In 2000, Foster published a popular account in his book Author Unknown. It has largely ended academic speculation on Tinasky's identity. Furthermore, several months after Foster's book came out, the Wanda Tinasky Letters page went blank without explanation, and the Letters soon went out of print.

== Tom Hawkins ==

Thomas Donald Hawkins (January 11, 1927 – September 23, 1988) was born in Pangurn, Arkansas. He grew up in Port Angeles, Washington, and graduated in 1950 from the University of Washington with a degree in English. He married Kathleen Marie Gallaner and worked for Boeing in the early fifties, then in Beaumont, Texas, in television, for station KFDM, and advertising. In 1960 he moved to San Francisco to join the Beats, supporting himself as a postal worker. After his work was rejected by local Beat publications, he took to self-publishing under the name "Tiger Tim" Hawkins. As a fan of William Gaddis, Hawkins discovered newspaper, the self-published Gaddis fansheet of "jack green". He became convinced that green was Gaddis, a detail that would show up in the Tinasky letters.

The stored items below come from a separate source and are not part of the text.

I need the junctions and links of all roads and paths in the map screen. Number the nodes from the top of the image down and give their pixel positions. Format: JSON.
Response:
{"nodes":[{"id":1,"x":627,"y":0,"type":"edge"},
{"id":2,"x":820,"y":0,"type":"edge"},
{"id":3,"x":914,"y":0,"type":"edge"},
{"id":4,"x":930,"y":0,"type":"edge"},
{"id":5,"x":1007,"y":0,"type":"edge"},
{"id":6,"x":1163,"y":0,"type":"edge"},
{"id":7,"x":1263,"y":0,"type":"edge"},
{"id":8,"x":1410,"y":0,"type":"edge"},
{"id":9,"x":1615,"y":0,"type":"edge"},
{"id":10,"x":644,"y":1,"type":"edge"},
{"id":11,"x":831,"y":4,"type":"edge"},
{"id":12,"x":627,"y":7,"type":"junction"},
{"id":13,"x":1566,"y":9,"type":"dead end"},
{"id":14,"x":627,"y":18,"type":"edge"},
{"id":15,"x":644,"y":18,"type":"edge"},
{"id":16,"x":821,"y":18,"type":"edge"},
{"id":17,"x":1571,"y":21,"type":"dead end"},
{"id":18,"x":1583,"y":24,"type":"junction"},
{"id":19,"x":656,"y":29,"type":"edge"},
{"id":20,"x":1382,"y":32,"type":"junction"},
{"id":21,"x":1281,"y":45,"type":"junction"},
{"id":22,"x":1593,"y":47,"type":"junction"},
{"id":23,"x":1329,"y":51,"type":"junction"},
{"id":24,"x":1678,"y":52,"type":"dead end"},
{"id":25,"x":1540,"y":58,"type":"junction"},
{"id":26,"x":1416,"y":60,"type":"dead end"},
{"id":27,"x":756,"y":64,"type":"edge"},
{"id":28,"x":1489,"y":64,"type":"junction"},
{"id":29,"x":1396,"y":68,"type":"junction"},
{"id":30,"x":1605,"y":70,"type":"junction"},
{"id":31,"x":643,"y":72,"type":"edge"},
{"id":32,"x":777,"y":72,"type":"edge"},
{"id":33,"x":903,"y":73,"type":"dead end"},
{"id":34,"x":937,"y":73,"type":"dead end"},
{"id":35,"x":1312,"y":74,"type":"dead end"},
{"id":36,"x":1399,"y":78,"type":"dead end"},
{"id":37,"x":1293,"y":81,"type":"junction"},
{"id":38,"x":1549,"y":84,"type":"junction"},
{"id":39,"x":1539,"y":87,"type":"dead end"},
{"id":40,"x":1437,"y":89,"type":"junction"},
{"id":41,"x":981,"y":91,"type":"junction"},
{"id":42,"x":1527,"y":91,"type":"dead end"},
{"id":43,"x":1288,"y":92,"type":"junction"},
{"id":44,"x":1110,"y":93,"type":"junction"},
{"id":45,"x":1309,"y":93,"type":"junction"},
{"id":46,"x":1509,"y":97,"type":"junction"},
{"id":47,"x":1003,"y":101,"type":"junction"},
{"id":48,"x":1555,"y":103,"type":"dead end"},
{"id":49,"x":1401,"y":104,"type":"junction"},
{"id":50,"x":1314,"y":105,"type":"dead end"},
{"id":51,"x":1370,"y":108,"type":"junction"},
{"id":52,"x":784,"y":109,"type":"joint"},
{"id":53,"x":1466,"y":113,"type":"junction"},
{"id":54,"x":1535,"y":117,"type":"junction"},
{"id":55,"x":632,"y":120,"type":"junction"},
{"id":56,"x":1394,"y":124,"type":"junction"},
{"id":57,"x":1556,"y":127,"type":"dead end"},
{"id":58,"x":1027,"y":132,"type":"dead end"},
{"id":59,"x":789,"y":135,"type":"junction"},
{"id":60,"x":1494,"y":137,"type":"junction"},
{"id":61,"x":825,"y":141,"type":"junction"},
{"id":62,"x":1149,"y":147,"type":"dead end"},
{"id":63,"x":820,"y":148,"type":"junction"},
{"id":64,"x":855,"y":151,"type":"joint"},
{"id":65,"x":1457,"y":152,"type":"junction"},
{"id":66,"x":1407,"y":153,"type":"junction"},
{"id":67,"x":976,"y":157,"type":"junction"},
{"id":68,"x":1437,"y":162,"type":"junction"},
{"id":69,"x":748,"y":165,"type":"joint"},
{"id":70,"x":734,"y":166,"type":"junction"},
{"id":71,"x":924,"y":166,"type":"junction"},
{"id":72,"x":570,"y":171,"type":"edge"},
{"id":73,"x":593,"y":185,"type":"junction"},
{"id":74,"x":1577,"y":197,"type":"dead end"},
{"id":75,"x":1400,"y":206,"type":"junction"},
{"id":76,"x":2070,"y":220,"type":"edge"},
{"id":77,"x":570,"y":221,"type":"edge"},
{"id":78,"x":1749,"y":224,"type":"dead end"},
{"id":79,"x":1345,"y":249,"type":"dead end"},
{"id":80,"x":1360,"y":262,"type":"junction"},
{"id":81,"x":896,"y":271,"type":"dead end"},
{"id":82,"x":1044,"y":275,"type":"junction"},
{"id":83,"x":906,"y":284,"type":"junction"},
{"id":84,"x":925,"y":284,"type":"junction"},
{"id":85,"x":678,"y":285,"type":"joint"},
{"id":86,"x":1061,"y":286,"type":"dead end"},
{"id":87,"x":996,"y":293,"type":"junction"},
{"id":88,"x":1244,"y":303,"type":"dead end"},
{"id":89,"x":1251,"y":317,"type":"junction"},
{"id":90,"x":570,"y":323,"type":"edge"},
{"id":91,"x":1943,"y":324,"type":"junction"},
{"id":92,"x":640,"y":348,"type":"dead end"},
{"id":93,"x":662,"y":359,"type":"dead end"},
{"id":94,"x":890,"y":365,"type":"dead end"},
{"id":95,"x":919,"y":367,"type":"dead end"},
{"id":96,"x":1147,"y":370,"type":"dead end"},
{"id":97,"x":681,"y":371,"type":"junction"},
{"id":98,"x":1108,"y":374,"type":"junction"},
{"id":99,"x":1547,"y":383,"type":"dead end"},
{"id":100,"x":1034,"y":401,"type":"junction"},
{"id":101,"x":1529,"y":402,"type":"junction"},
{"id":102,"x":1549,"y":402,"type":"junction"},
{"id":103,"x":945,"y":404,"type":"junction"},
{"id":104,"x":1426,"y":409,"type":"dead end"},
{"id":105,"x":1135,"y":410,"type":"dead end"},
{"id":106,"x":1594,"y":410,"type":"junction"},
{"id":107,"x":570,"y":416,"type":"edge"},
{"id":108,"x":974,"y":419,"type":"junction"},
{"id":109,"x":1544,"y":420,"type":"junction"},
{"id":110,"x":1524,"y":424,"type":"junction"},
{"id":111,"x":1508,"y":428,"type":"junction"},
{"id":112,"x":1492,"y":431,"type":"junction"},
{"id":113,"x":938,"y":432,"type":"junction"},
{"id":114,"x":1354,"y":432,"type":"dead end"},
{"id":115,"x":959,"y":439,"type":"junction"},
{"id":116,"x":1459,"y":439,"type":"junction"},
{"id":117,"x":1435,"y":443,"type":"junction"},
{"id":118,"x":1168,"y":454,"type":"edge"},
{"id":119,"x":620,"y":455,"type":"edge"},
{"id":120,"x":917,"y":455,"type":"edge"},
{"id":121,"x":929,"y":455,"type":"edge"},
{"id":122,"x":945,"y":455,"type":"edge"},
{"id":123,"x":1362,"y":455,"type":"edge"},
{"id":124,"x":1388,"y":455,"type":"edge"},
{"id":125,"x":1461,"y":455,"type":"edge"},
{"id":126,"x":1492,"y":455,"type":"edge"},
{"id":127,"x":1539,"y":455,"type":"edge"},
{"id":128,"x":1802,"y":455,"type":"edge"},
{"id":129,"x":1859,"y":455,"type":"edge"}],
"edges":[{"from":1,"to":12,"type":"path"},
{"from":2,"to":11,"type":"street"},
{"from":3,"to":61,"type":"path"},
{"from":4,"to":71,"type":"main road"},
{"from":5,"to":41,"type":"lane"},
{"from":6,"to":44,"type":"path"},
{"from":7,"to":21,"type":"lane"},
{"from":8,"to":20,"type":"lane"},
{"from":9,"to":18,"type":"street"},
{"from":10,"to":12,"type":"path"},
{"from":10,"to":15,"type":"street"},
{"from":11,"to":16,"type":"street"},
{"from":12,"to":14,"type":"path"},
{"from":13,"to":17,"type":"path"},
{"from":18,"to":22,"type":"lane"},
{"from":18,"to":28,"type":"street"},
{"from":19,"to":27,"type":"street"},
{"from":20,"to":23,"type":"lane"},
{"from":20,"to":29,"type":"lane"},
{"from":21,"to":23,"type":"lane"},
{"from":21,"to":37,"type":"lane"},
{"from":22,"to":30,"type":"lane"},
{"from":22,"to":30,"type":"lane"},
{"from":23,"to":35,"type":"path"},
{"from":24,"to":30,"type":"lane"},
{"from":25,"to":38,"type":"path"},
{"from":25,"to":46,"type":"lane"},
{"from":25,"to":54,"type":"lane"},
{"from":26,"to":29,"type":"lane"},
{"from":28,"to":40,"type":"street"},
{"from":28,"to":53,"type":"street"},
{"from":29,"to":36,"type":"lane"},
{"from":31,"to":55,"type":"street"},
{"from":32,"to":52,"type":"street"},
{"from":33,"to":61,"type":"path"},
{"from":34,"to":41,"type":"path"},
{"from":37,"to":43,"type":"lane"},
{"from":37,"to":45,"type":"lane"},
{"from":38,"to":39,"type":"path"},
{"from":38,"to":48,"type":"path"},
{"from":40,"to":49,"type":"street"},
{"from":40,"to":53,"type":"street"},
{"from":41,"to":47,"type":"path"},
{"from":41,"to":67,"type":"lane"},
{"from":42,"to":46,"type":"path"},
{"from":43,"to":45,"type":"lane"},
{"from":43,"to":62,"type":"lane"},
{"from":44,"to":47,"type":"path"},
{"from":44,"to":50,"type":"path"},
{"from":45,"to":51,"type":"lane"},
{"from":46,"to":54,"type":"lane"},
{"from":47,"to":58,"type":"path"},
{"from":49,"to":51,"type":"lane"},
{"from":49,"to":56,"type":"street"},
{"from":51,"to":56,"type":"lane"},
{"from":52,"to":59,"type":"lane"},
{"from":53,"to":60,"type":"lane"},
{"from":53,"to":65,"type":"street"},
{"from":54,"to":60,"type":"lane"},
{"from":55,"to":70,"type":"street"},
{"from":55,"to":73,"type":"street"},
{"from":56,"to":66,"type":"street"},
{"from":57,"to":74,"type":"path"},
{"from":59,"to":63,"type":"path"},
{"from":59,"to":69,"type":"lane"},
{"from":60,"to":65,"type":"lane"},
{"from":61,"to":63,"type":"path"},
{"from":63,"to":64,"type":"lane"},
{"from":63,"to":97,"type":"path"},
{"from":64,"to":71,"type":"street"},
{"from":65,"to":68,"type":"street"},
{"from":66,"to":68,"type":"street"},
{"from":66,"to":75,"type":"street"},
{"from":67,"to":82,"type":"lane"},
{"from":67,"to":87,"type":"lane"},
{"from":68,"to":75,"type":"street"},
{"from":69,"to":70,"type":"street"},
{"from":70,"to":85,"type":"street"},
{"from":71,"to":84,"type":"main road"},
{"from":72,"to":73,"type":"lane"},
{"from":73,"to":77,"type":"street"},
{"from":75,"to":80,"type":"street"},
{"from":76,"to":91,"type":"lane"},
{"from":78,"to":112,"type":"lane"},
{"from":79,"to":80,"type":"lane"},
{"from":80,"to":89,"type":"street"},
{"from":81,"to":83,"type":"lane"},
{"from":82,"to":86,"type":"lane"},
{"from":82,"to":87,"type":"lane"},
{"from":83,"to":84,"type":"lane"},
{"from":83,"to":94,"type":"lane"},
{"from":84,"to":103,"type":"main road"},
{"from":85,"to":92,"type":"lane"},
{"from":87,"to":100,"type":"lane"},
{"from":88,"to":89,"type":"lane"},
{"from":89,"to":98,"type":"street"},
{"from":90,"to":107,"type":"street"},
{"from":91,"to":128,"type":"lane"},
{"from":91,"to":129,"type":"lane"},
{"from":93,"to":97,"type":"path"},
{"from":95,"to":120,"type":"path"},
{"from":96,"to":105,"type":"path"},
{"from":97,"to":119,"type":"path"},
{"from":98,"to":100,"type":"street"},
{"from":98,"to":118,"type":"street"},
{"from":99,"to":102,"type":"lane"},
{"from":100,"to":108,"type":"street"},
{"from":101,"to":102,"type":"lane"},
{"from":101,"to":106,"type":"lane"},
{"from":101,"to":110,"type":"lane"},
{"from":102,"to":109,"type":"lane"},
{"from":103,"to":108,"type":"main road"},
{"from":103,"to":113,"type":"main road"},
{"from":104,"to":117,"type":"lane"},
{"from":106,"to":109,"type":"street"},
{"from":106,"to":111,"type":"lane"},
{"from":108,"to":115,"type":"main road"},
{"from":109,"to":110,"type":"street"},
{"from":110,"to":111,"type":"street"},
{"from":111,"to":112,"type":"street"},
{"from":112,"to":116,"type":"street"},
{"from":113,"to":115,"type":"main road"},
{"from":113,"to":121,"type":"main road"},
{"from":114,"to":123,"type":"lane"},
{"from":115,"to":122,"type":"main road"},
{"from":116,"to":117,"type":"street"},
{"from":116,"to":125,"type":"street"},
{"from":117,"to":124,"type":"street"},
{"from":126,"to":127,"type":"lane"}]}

Tinasky also claimed that "the novels of William Gaddis and Thomas Pynchon were written by the same person."

After Hawkins retired, he and Kathleen moved to Mendocino County just outside Fort Bragg, where they lived in poverty for most of the eighties. Hawkins engaged in petty scams and thefts and took to disguising himself. Kathleen came into an inheritance and bought a car for herself and a pickup truck for her husband. She also bought a kiln and began a promising career in pottery.

Three weeks after the last (according to Foster) authentic Tinasky letter, Hawkins bludgeoned Kathleen to death, and kept her body inside their house, unburied. After several days, he set fire to their house and drove her car off a cliff into rocky shoals, killing himself.

At the time, no one connected the end of Tinasky with the Hawkinses' murder–suicide. Indeed, this event didn't altogether stem the flow of Tinasky's invective: at least one "copycat" letter, by Foster's account, had been published while Hawkins was alive, and these continued to trickle out for a short time after his death.